↓

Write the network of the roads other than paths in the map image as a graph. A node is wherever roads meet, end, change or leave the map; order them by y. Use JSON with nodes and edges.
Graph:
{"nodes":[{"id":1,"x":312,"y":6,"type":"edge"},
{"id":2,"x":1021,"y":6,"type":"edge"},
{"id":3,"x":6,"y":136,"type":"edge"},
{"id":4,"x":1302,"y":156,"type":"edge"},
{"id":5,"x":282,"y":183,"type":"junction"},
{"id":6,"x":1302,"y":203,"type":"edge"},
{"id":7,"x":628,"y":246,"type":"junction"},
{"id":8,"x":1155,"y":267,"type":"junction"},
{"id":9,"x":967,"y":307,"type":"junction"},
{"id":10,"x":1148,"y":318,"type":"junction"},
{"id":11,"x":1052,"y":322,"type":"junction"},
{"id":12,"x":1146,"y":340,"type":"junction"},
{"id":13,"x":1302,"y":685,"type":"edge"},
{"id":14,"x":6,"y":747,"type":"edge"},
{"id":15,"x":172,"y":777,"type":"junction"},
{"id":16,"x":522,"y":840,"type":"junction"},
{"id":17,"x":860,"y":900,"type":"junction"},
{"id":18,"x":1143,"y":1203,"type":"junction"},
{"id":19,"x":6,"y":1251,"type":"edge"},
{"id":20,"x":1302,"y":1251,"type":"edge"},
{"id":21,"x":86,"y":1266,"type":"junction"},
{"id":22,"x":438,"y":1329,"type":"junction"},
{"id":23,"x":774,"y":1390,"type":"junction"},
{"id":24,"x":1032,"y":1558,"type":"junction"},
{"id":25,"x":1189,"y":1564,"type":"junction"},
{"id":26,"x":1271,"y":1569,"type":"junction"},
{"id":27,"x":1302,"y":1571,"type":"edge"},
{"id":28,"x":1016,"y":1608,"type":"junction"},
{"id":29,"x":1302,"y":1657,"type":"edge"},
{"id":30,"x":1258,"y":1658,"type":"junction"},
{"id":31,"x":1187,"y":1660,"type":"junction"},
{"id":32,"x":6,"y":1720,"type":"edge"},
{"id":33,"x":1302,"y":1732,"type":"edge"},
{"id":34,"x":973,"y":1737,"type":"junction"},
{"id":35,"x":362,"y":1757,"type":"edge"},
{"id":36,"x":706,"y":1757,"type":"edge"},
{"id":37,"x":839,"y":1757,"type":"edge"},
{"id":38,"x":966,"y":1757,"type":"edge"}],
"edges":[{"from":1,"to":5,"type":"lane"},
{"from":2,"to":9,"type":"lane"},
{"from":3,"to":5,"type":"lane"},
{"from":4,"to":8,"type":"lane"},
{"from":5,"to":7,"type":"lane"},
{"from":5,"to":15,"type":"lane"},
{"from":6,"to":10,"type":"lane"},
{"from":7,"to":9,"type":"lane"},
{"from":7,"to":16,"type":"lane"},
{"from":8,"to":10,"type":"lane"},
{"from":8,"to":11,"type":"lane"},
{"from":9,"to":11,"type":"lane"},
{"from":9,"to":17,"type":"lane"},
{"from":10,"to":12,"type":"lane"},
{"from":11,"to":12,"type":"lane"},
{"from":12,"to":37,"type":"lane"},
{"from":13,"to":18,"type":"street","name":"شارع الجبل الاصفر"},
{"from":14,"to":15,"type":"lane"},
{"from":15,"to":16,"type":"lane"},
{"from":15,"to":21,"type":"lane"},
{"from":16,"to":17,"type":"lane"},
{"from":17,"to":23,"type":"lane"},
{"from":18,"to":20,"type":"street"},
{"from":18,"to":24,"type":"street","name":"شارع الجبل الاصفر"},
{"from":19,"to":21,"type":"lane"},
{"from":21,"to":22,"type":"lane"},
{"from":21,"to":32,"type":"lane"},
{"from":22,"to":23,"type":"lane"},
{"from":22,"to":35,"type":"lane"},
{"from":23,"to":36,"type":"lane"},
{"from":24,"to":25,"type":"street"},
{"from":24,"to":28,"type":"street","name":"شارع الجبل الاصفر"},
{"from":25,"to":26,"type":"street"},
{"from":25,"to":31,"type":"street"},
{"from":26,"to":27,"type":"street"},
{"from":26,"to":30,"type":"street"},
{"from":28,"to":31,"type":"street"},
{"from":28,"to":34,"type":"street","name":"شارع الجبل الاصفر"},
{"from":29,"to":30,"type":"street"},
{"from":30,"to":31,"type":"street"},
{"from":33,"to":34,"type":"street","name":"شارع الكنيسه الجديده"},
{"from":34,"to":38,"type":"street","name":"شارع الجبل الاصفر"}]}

↑

> _WHAT IS REQUIRED_: Across the listing, how many lines hold the word "edges"? Please state that number only.

> _WRITTEN REPLY_: 2